Un groupe de recherche international codirigé par Johan Garaude, chercheur Inserm au sein de l’unité Immunologie conceptuelle, expérimentale et translationnelle – ImmunoConcEpT (Inserm/CNRS/Université de Bordeaux), s’est ainsi intéressé à la phagocytose des bactéries par les macrophages et à son rôle potentiel dans le métabolisme de ces derniers.
Dans cette optique, les scientifiques ont comparé le métabolisme de macrophages dans différents milieux : en présence de bactéries vivantes, de bactéries mortes, ou encore uniquement en présence d’un composant de la membrane de ces bactéries, bien connue pour activer les macrophages.
Leurs résultats montrent que les macrophages ayant phagocyté les bactéries entières, qu’elles soient mortes ou vivantes, présentaient une activité métabolique liée à l’utilisation des nutriments très différente de ceux ayant été activé uniquement par le composant de la membrane bactérienne.
« Ceci suggère que la fonction des macrophages pourrait aller bien au-delà de la détection et de la simple destruction des bactéries, analyse Johan Garaude : ils semblent en effet capables de les exploiter comme source de nutriments pour soutenir leur propre métabolisme et ainsi assurer la spécificité de leur fonction d’alarme du système immunitaire. »
L’équipe de recherche montre en outre que l’efficacité de ce recyclage métabolique dépend de la viabilité des bactéries : les bactéries mortes s’avèrent être des ressources plus efficaces que les bactéries vivantes ; les macrophages ayant internalisé des bactéries mortes présentaient une meilleure activité de transport et d’utilisation des nutriments issus de leur dégradation. Ainsi, ceux ayant phagocyté des bactéries mortes possédaient de bien meilleures chances de survie dans un milieu appauvri en nutriments, contrairement à ceux qui avaient phagocyté des bactéries vivantes.
« Cette différence pourrait constituer un avantage pour la survie des macrophages dans les tissus infectés, lorsque les nutriments sont rares car déjà consommés par des bactéries se reproduisant rapidement », explique Johan Garaude.
L’étude met en évidence que cette mobilisation différenciée des nutriments est orchestrée par un mécanisme interne aux macrophages[2]. Celui-ci aurait pour fonction de restreindre le prélèvement de nutriments par le macrophage lors de la phagocytose d’une bactérie vivante.

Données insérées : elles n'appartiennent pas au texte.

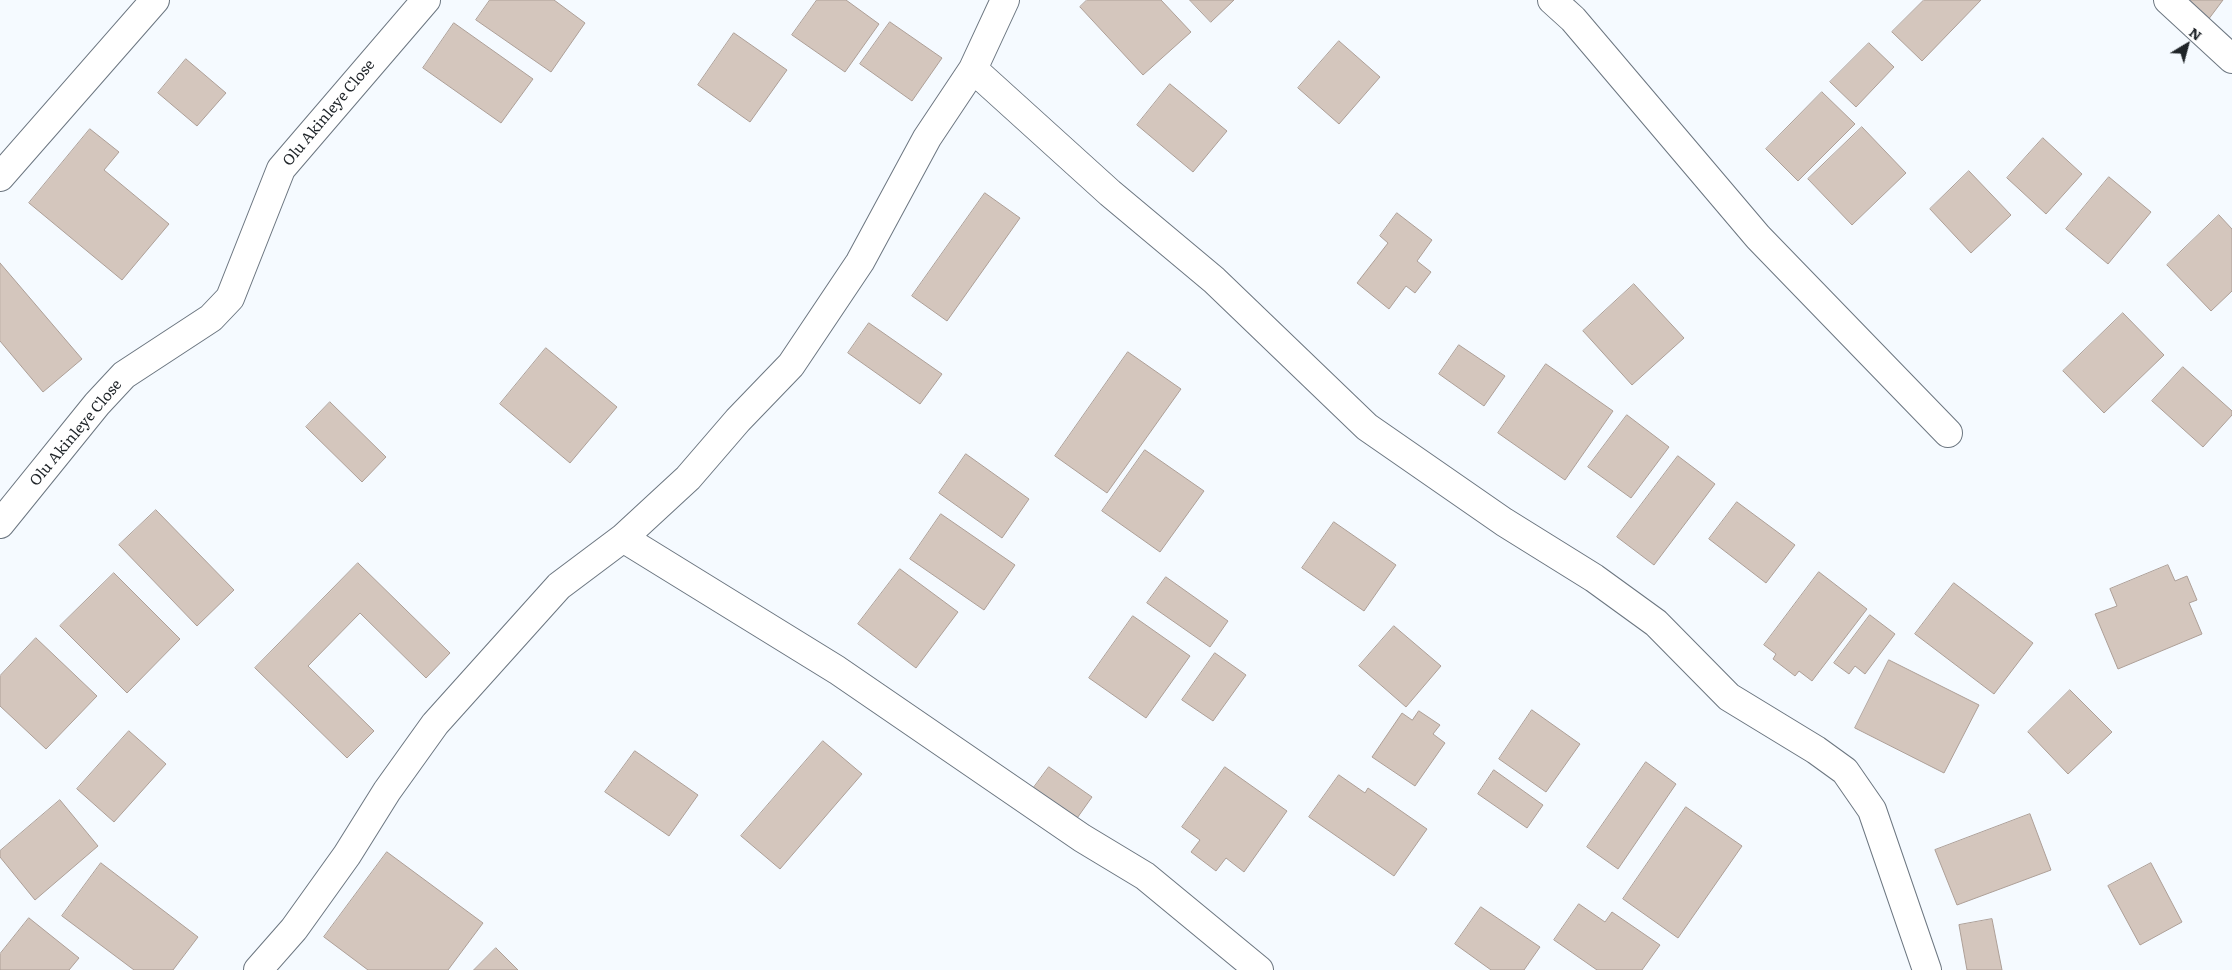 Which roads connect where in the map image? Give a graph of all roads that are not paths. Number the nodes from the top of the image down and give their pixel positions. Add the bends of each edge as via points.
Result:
1 (155, 0) edge
2 (426, 0) edge
3 (1005, 0) edge
4 (1552, 0) edge
5 (2168, 0) edge
6 (2232, 59) edge
7 (973, 69) junction
8 (0, 177) edge
9 (1948, 433) dead end
10 (0, 524) edge
11 (623, 538) junction
12 (258, 970) edge
13 (1259, 970) edge
14 (1927, 970) edge

1 - 8 street
2 - 10 street, Olu Akinleye Close via 281,169 230,298 211,318 124,375
3 - 7 street
4 - 9 street via 1573,19 1758,237
5 - 6 street
7 - 11 street via 927,138 860,262 791,365 688,478
7 - 14 street via 1103,187 1214,280 1367,427 1504,522 1594,578 1656,623 1729,697 1845,771 1872,810
11 - 12 street via 559,586 435,724 294,929
11 - 13 street via 837,670 1082,838 1146,876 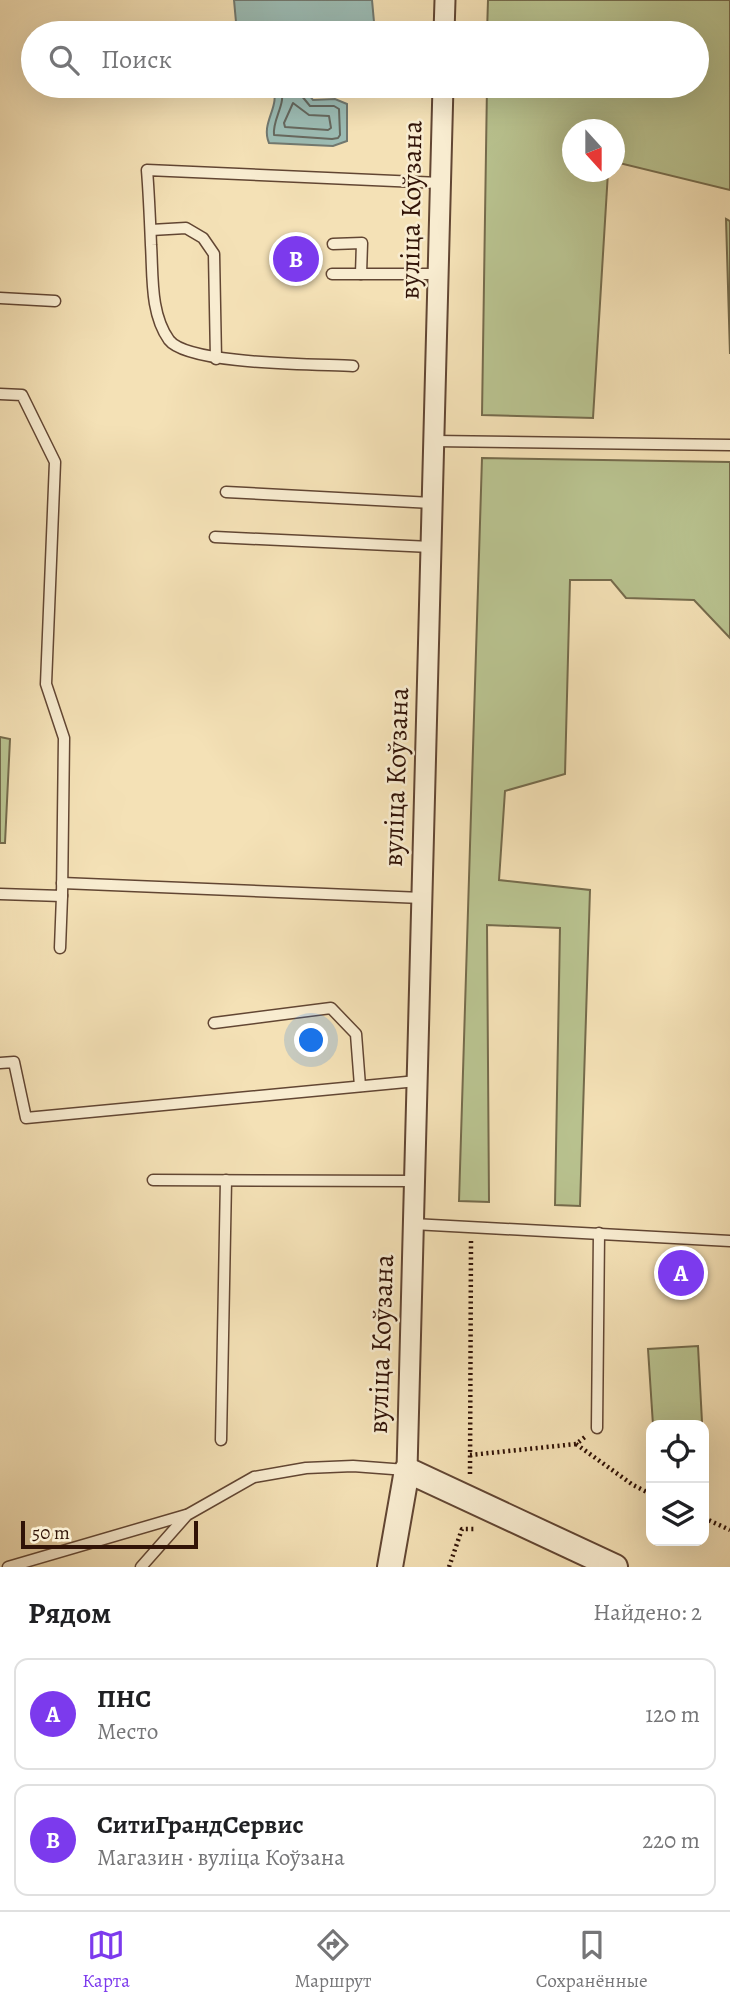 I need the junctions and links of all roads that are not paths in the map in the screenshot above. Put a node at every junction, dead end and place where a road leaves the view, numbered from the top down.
1 (445, 0) edge
2 (444, 21) edge
3 (443, 98) edge
4 (440, 183) junction
5 (151, 230) junction
6 (333, 244) dead end
7 (332, 274) dead end
8 (361, 274) junction
9 (438, 274) junction
10 (0, 298) edge
11 (55, 301) dead end
12 (216, 359) junction
13 (353, 366) dead end
14 (0, 394) edge
15 (434, 441) junction
16 (730, 445) edge
17 (226, 492) dead end
18 (432, 503) junction
19 (215, 537) dead end
20 (431, 547) junction
21 (62, 883) junction
22 (0, 894) edge
23 (62, 896) junction
24 (422, 898) junction
25 (60, 948) dead end
26 (214, 1023) dead end
27 (0, 1063) edge
28 (417, 1081) junction
29 (360, 1086) junction
30 (153, 1180) dead end
31 (226, 1180) junction
32 (414, 1181) junction
33 (413, 1223) junction
34 (599, 1233) junction
35 (730, 1241) edge
36 (597, 1428) road end
37 (221, 1440) dead end
38 (407, 1470) junction
39 (187, 1515) junction
40 (8, 1567) edge
41 (141, 1567) edge
42 (390, 1567) edge
43 (615, 1567) edge

1 - 2 street
3 - 4 street, вуліца Коўзана
4 - 5 lane
4 - 9 street, вуліца Коўзана
5 - 12 lane
5 - 12 lane
6 - 8 lane
7 - 8 lane
8 - 9 lane
9 - 15 street, вуліца Коўзана
10 - 11 lane
12 - 13 lane
14 - 21 lane
15 - 16 lane
15 - 18 street, вуліца Коўзана
17 - 18 lane
18 - 20 street, вуліца Коўзана
19 - 20 lane
20 - 24 street, вуліца Коўзана
21 - 23 lane
21 - 24 lane
22 - 23 lane
23 - 25 lane
24 - 28 street, вуліца Коўзана
26 - 29 lane
27 - 29 lane
28 - 29 lane
28 - 32 street, вуліца Коўзана
30 - 31 lane
31 - 32 lane
31 - 37 lane
32 - 33 street, вуліца Коўзана
33 - 34 lane
33 - 38 street, вуліца Коўзана
34 - 35 lane
34 - 36 lane
38 - 39 lane
38 - 42 street, вуліца Коўзана
38 - 43 street, вуліца Коўзана
39 - 40 lane
39 - 41 lane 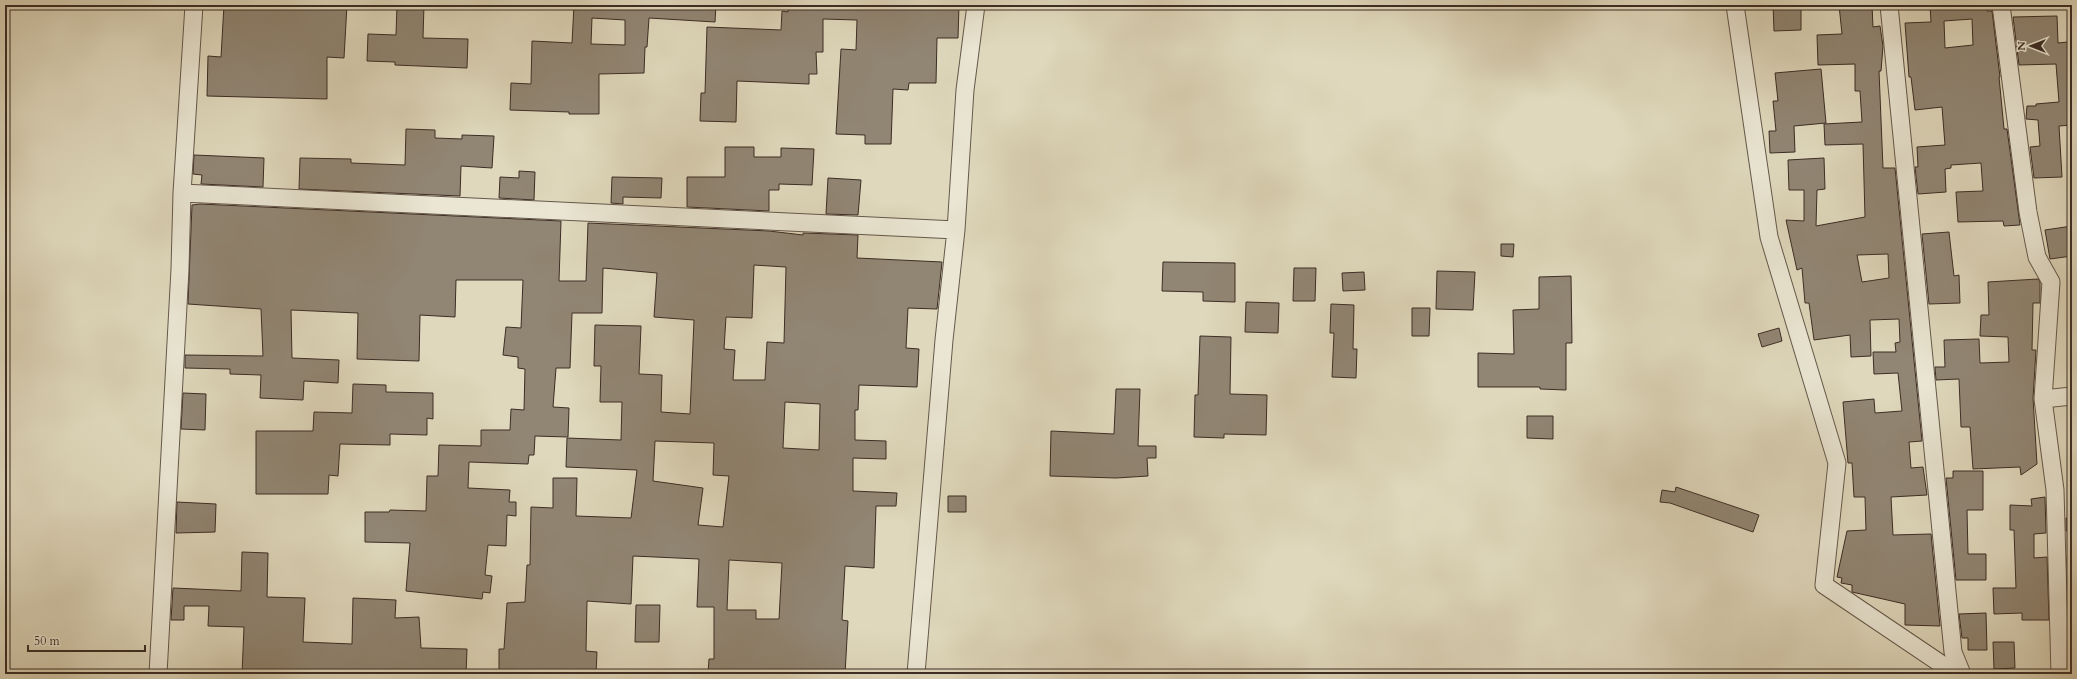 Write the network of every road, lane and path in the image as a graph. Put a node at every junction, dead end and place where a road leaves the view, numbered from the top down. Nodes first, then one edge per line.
1 (194, 5) edge
2 (976, 5) edge
3 (1735, 5) edge
4 (1889, 5) edge
5 (2001, 5) edge
6 (182, 193) junction
7 (956, 230) junction
8 (2072, 396) edge
9 (2043, 399) junction
10 (158, 674) edge
11 (916, 674) edge
12 (1956, 674) edge
13 (1962, 674) edge
14 (2060, 674) edge

1 - 6 street
2 - 7 street
3 - 12 street
4 - 13 street
5 - 9 street
6 - 7 street
6 - 10 street
7 - 11 street
8 - 9 street
9 - 14 street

Il pourrait également limiter l’accumulation excessive de nutriments au sein du macrophage, lorsque celui-ci doit digérer en simultané un grand nombre de bactéries.
« Cela pourrait être un mécanisme protecteur pour éviter aux macrophages d’utiliser des molécules potentiellement dangereuses, qui seraient dérivées d’agents infectieux, ou encore pour réguler l’intensité de la réaction inflammatoire à l’infection, en limitant l’accès à des nutriments qui pourraient la « booster » », complète Juliette Lesbats, docteure de l’université de Bordeaux et première autrice de ces travaux.
« Nos résultats mettent en évidence la capacité des phagocytes à ajuster leur métabolisme cellulaire au « potentiel nutritif » représenté par les bactéries phagocytées, précise la chercheuse. Ils montrent comment, associée à une capacité de détection de la viabilité microbienne, cette compétence permet de réguler l’adaptation métabolique des cellules immunitaires. »
Bien que l’importance de ce mécanisme lors d’infections bactériennes reste encore à explorer, cette étude ouvre de nouvelles perspectives prometteuses pour lutter contre les résistances aux antibiotiques ou pour imaginer de nouvelles approches vaccinales.
[1] Cellules capables de phagocytose.
[2] Il s’agit de la voie de signalisation intracellulaire mTORC1.